## INSTRUCTIONS FOR THE TASK
The answer must be every record below, reproduced exactly.

## SOURCE DATA

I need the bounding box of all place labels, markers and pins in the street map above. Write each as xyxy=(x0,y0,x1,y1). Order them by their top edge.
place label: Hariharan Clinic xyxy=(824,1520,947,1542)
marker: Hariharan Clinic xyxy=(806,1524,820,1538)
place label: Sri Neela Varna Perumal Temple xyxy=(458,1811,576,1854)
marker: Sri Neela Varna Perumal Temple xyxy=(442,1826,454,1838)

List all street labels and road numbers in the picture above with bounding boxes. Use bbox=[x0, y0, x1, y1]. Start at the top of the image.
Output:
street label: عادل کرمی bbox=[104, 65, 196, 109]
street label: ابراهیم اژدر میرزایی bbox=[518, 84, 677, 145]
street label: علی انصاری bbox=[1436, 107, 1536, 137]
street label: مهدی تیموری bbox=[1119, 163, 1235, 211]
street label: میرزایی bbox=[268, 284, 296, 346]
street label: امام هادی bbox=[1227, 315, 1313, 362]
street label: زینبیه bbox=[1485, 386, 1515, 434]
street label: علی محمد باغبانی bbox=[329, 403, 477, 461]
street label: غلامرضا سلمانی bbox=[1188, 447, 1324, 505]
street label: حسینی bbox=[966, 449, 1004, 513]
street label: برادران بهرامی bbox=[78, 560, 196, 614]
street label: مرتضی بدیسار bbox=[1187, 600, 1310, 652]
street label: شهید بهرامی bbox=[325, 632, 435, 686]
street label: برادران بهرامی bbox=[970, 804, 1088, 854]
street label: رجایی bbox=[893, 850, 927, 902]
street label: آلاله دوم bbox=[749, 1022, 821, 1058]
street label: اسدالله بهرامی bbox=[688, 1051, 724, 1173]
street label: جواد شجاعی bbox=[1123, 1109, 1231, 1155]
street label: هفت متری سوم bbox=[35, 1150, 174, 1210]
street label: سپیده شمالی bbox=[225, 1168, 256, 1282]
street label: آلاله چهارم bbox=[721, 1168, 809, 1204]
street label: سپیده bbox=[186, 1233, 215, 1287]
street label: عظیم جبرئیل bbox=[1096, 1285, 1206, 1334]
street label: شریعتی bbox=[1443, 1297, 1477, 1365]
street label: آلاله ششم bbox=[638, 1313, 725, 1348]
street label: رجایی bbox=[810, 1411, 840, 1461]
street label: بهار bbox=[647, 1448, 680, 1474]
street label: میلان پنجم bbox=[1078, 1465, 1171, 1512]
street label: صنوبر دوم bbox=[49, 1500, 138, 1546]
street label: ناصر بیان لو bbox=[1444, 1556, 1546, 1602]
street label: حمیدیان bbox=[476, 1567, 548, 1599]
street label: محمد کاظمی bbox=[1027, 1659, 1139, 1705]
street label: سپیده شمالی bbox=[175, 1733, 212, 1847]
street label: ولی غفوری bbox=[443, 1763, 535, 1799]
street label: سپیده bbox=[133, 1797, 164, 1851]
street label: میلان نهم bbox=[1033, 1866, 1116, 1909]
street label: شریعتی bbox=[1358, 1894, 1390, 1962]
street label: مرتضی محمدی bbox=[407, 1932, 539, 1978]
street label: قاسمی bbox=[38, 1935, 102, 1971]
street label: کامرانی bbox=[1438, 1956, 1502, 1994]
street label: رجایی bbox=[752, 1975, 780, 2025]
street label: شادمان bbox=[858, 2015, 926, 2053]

## TASK RESULT
I need the bounding box of all place labels, markers and pins in the street map above. Write each as xyxy=(x0,y0,x1,y1). Order them by their top edge.
place label: Hariharan Clinic xyxy=(824,1520,947,1542)
marker: Hariharan Clinic xyxy=(806,1524,820,1538)
place label: Sri Neela Varna Perumal Temple xyxy=(458,1811,576,1854)
marker: Sri Neela Varna Perumal Temple xyxy=(442,1826,454,1838)

List all street labels and road numbers in the picture above with bounding boxes. Use bbox=[x0, y0, x1, y1]. Start at the top of the image.
Output:
street label: عادل کرمی bbox=[104, 65, 196, 109]
street label: ابراهیم اژدر میرزایی bbox=[518, 84, 677, 145]
street label: علی انصاری bbox=[1436, 107, 1536, 137]
street label: مهدی تیموری bbox=[1119, 163, 1235, 211]
street label: میرزایی bbox=[268, 284, 296, 346]
street label: امام هادی bbox=[1227, 315, 1313, 362]
street label: زینبیه bbox=[1485, 386, 1515, 434]
street label: علی محمد باغبانی bbox=[329, 403, 477, 461]
street label: غلامرضا سلمانی bbox=[1188, 447, 1324, 505]
street label: حسینی bbox=[966, 449, 1004, 513]
street label: برادران بهرامی bbox=[78, 560, 196, 614]
street label: مرتضی بدیسار bbox=[1187, 600, 1310, 652]
street label: شهید بهرامی bbox=[325, 632, 435, 686]
street label: برادران بهرامی bbox=[970, 804, 1088, 854]
street label: رجایی bbox=[893, 850, 927, 902]
street label: آلاله دوم bbox=[749, 1022, 821, 1058]
street label: اسدالله بهرامی bbox=[688, 1051, 724, 1173]
street label: جواد شجاعی bbox=[1123, 1109, 1231, 1155]
street label: هفت متری سوم bbox=[35, 1150, 174, 1210]
street label: سپیده شمالی bbox=[225, 1168, 256, 1282]
street label: آلاله چهارم bbox=[721, 1168, 809, 1204]
street label: سپیده bbox=[186, 1233, 215, 1287]
street label: عظیم جبرئیل bbox=[1096, 1285, 1206, 1334]
street label: شریعتی bbox=[1443, 1297, 1477, 1365]
street label: آلاله ششم bbox=[638, 1313, 725, 1348]
street label: رجایی bbox=[810, 1411, 840, 1461]
street label: بهار bbox=[647, 1448, 680, 1474]
street label: میلان پنجم bbox=[1078, 1465, 1171, 1512]
street label: صنوبر دوم bbox=[49, 1500, 138, 1546]
street label: ناصر بیان لو bbox=[1444, 1556, 1546, 1602]
street label: حمیدیان bbox=[476, 1567, 548, 1599]
street label: محمد کاظمی bbox=[1027, 1659, 1139, 1705]
street label: سپیده شمالی bbox=[175, 1733, 212, 1847]
street label: ولی غفوری bbox=[443, 1763, 535, 1799]
street label: سپیده bbox=[133, 1797, 164, 1851]
street label: میلان نهم bbox=[1033, 1866, 1116, 1909]
street label: شریعتی bbox=[1358, 1894, 1390, 1962]
street label: مرتضی محمدی bbox=[407, 1932, 539, 1978]
street label: قاسمی bbox=[38, 1935, 102, 1971]
street label: کامرانی bbox=[1438, 1956, 1502, 1994]
street label: رجایی bbox=[752, 1975, 780, 2025]
street label: شادمان bbox=[858, 2015, 926, 2053]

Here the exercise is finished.